_PROBLEM DESCRIPTION_:
Wherever the string "塩釜七ヶ浜多賀城線" appears in the entries below, return the line that holds it.

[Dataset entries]
▬▬▬▬▬▬▬▬▬▬
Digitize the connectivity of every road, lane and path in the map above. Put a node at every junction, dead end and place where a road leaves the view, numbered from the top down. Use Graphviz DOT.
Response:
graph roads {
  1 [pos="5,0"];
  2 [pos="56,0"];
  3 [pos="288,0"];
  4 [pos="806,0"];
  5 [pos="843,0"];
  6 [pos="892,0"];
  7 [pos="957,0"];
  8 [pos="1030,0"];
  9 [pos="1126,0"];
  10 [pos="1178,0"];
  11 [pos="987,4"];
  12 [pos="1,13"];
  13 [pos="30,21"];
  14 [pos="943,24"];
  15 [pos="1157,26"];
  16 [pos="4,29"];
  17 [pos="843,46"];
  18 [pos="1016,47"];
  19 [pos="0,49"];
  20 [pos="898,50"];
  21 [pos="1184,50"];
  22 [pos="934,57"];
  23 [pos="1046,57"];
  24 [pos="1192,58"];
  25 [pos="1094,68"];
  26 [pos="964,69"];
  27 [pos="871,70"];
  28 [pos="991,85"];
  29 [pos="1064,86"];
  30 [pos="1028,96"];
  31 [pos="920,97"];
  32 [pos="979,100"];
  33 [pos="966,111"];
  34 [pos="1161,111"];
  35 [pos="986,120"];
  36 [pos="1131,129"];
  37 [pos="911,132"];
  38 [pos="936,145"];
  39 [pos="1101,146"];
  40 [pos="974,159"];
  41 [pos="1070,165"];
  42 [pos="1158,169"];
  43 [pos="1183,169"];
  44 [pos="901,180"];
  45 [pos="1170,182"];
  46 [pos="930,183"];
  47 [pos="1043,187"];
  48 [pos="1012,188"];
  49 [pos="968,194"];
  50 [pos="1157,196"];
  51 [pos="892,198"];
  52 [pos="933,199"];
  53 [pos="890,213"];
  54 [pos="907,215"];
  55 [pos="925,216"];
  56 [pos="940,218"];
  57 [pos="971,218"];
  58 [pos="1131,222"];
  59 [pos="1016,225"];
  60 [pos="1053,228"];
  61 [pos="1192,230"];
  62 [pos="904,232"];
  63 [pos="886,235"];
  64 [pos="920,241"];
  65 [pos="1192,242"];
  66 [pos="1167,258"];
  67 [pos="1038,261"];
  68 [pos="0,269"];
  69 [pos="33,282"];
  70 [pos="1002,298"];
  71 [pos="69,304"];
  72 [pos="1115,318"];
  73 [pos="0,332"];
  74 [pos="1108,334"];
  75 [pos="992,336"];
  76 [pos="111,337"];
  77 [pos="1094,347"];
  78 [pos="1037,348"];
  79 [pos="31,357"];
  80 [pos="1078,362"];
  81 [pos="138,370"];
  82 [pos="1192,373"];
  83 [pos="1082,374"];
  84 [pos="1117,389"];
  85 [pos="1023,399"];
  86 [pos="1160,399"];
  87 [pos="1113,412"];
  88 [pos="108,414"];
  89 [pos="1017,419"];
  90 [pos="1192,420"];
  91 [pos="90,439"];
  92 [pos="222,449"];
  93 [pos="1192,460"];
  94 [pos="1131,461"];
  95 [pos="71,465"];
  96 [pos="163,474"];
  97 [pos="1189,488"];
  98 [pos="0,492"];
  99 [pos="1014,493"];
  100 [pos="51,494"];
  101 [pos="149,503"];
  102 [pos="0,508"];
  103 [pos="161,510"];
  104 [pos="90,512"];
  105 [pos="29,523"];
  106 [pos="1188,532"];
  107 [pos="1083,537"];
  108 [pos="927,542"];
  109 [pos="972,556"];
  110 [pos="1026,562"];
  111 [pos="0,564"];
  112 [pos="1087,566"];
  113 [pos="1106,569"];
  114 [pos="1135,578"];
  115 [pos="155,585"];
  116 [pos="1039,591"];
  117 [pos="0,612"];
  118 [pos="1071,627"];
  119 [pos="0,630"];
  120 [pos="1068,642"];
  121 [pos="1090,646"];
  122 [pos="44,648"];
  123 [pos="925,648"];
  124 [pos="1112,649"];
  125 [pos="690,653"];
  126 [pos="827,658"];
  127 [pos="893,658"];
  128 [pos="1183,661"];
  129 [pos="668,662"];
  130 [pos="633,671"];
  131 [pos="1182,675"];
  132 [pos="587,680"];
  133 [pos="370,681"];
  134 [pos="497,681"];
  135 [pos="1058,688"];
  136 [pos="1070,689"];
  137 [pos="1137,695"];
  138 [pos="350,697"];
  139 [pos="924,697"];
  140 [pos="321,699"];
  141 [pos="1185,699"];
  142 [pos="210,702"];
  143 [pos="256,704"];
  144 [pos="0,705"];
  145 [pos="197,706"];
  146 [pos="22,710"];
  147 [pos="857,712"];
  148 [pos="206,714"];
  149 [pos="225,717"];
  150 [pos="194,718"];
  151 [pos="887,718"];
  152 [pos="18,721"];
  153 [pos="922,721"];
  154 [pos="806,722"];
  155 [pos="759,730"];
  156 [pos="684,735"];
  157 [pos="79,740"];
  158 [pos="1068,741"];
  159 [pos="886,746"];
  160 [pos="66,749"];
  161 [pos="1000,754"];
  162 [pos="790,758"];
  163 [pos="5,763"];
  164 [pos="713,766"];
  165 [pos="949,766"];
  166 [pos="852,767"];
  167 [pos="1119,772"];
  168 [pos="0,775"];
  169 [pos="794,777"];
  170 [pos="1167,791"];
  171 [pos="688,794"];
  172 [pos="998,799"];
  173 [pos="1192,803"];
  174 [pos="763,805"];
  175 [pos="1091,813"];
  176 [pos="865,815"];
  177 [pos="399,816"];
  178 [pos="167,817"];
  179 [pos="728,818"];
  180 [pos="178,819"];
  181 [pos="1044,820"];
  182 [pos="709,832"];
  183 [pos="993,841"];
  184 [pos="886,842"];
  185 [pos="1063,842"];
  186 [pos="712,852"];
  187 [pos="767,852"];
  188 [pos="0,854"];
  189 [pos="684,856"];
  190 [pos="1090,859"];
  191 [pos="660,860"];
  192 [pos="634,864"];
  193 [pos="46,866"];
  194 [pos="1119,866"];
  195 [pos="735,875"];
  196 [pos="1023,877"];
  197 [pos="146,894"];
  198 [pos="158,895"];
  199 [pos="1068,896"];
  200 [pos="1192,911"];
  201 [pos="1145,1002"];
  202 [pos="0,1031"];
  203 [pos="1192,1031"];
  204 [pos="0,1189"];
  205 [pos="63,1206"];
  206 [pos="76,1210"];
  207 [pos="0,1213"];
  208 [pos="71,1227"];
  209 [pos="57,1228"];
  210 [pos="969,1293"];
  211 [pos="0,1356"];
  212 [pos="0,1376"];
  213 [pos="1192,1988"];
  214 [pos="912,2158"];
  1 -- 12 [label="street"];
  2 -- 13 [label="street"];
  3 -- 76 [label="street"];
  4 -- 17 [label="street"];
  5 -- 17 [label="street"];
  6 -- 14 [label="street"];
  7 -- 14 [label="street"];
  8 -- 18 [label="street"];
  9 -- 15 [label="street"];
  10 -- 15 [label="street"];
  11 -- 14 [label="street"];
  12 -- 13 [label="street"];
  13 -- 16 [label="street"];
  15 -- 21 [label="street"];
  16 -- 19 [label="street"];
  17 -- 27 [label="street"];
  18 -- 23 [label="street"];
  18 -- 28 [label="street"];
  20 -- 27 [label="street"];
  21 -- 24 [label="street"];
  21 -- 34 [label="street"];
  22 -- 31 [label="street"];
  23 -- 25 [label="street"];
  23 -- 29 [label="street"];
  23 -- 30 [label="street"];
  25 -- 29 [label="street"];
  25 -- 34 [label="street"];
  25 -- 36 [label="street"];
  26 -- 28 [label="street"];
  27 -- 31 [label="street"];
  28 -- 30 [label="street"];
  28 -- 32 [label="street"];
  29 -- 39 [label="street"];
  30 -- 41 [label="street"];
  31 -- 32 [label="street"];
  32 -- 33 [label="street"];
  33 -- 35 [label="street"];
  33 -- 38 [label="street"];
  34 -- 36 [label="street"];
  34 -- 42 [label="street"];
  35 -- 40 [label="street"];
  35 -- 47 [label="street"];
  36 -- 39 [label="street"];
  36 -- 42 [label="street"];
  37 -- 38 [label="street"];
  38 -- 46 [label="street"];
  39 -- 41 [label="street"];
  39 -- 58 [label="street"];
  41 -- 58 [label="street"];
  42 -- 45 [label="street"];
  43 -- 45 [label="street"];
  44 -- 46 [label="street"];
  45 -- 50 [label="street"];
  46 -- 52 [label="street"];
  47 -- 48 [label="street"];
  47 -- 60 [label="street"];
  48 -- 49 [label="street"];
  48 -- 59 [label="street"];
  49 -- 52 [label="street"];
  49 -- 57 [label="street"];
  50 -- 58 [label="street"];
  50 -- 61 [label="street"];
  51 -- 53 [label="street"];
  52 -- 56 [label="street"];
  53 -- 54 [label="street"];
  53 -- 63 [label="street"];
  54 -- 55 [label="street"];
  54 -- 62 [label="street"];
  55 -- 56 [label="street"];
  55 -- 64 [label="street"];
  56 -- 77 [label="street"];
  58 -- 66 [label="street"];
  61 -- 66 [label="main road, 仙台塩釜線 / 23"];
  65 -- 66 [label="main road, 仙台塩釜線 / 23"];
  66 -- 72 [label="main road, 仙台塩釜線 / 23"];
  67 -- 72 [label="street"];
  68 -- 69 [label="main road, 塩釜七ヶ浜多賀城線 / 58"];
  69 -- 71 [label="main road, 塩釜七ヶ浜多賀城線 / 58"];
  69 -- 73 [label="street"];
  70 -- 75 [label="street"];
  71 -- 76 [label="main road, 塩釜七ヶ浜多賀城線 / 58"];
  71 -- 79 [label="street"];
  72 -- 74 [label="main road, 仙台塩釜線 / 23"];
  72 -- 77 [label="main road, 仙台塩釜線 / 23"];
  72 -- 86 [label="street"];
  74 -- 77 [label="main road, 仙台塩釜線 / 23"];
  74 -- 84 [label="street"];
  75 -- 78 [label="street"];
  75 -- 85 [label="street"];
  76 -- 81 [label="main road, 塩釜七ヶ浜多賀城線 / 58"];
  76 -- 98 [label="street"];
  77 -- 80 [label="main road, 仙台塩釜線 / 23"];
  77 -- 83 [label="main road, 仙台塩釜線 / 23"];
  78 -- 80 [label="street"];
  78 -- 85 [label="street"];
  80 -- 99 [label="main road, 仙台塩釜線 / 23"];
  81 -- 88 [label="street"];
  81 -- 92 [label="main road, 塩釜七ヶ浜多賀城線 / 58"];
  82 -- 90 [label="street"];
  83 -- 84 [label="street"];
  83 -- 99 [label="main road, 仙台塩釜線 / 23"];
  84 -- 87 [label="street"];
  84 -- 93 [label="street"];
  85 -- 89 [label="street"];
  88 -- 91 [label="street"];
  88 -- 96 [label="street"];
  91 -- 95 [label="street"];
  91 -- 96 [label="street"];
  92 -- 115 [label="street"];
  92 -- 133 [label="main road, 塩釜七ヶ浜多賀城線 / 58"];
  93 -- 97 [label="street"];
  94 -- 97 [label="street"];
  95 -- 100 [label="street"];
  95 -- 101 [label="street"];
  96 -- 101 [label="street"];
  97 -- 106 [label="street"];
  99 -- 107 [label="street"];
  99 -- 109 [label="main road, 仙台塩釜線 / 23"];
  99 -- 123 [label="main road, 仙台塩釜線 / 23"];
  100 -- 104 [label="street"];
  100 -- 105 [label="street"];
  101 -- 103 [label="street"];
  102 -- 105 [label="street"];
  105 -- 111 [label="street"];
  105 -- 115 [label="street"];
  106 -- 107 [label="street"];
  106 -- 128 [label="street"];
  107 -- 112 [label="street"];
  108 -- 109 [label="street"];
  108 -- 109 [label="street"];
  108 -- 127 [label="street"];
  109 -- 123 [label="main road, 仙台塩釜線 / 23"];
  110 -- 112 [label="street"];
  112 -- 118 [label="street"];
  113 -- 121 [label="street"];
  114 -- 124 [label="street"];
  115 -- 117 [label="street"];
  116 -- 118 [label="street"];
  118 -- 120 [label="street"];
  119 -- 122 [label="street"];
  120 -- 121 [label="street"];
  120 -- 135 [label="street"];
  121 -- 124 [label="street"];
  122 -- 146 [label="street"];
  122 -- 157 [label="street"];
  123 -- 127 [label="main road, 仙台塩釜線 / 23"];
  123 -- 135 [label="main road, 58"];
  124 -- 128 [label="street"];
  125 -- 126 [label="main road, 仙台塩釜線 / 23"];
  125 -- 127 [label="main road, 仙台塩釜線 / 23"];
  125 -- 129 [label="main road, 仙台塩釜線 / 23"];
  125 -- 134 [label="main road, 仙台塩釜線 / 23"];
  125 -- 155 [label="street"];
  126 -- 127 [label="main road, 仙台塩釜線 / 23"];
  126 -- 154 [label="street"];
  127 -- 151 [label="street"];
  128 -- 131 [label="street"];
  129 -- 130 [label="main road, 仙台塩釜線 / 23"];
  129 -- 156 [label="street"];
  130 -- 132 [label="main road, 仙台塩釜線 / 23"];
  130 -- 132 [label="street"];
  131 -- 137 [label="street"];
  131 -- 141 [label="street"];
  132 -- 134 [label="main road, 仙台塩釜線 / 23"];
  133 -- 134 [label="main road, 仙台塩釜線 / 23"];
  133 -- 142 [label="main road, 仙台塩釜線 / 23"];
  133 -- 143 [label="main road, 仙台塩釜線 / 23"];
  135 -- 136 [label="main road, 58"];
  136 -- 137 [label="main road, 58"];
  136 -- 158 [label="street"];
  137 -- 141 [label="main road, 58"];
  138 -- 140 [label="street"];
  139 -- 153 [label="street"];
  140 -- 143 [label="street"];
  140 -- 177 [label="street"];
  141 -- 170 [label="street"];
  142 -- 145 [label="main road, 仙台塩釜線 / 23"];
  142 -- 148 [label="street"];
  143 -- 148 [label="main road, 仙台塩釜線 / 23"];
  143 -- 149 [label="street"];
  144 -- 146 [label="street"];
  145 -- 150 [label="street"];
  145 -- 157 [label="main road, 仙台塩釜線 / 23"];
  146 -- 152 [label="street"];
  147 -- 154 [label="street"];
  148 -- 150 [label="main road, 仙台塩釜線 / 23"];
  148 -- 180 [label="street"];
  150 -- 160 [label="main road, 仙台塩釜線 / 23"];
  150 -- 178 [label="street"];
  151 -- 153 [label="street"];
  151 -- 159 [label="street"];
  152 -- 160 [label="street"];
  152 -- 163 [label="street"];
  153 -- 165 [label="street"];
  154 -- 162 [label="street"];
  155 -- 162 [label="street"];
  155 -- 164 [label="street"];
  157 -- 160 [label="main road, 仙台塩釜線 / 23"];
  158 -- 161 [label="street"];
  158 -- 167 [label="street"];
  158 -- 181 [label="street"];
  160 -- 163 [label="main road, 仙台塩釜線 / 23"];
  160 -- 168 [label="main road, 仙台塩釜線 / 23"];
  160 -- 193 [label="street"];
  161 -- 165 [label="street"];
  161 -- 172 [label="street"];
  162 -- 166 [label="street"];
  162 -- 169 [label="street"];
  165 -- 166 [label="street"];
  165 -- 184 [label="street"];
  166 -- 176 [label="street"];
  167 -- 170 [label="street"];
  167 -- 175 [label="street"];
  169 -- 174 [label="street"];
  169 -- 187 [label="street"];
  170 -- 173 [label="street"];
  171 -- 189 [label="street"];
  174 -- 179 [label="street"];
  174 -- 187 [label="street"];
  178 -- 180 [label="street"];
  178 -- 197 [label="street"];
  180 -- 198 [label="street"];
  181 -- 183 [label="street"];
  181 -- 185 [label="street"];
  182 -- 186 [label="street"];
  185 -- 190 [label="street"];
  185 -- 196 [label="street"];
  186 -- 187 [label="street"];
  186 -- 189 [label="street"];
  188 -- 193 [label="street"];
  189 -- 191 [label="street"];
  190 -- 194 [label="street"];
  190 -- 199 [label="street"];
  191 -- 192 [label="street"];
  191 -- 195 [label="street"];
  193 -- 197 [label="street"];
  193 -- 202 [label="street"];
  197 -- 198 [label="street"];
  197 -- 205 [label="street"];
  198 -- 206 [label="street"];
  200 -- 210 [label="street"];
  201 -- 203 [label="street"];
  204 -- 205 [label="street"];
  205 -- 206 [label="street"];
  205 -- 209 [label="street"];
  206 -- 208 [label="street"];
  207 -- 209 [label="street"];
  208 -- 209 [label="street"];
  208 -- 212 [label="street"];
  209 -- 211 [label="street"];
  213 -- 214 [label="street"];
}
▬▬▬▬▬▬▬▬▬▬
_REPLY_:
  68 -- 69 [label="main road, 塩釜七ヶ浜多賀城線 / 58"];
  69 -- 71 [label="main road, 塩釜七ヶ浜多賀城線 / 58"];
  71 -- 76 [label="main road, 塩釜七ヶ浜多賀城線 / 58"];
  76 -- 81 [label="main road, 塩釜七ヶ浜多賀城線 / 58"];
  81 -- 92 [label="main road, 塩釜七ヶ浜多賀城線 / 58"];
  92 -- 133 [label="main road, 塩釜七ヶ浜多賀城線 / 58"];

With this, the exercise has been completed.